Try it:
When a line of the entries contains "this", please list that line.

Exercise data:
:::

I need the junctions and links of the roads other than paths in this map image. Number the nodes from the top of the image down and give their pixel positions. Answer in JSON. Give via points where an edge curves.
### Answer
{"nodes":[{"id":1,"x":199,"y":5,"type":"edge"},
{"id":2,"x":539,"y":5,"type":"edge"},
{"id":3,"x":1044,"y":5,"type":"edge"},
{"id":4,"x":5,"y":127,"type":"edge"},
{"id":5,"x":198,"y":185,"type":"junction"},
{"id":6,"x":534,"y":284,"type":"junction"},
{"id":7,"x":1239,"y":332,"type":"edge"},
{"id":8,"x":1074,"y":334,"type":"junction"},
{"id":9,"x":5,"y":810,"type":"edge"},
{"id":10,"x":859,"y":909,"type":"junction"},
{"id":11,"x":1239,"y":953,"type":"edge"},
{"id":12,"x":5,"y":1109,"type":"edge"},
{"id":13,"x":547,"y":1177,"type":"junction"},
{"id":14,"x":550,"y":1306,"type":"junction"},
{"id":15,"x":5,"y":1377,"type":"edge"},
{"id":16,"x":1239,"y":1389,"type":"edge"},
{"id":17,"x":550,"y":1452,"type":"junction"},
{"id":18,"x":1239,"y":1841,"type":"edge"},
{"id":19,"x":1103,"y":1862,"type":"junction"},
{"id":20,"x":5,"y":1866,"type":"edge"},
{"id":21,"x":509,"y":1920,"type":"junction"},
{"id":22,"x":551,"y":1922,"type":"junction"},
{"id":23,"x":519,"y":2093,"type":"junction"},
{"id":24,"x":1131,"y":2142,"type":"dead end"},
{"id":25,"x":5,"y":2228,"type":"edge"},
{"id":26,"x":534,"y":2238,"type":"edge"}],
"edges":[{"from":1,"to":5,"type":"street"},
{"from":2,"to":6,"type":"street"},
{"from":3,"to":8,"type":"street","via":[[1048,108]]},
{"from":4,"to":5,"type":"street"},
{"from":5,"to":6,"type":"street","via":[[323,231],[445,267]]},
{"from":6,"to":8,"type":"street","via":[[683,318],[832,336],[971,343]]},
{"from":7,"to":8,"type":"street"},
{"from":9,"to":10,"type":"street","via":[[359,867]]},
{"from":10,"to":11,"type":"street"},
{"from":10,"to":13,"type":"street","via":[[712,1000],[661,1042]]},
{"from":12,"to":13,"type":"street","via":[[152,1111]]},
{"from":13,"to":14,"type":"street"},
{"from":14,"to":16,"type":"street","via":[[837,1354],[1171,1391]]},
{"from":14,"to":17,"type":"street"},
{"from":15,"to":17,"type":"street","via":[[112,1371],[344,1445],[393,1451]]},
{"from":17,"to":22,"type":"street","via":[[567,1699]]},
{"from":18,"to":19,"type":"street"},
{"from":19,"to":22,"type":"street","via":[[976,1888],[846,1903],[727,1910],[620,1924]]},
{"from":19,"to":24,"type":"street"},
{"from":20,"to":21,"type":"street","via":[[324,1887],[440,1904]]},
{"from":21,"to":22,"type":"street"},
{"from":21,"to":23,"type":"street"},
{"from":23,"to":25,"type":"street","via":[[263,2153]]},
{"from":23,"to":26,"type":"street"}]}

:::

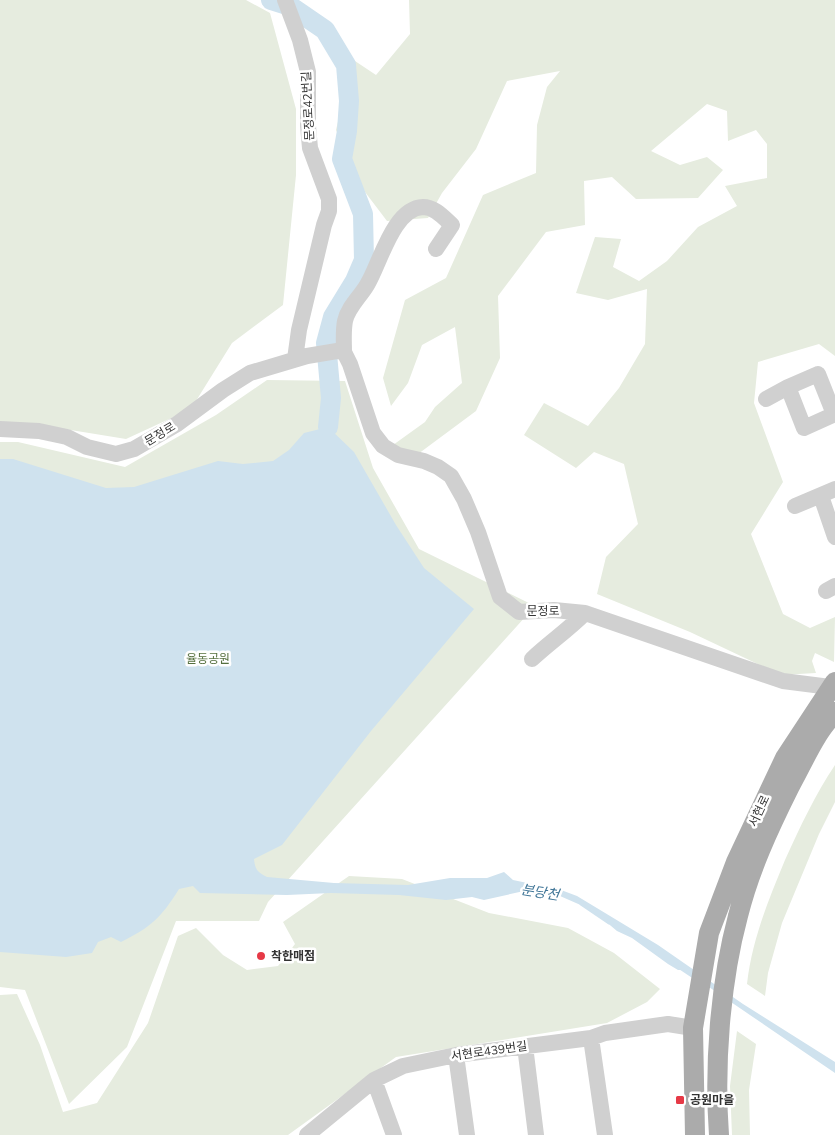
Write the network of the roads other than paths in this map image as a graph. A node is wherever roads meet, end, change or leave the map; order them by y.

:::

Response below:
I need the junctions and links of the roads other than paths in this map image. Number the nodes from the top of the image down and give their pixel positions. Answer in JSON. Give via points where an edge curves.
Write the network of the roads other than paths in this map image as a graph. A node is wherever roads meet, end, change or leave the map; order them by y.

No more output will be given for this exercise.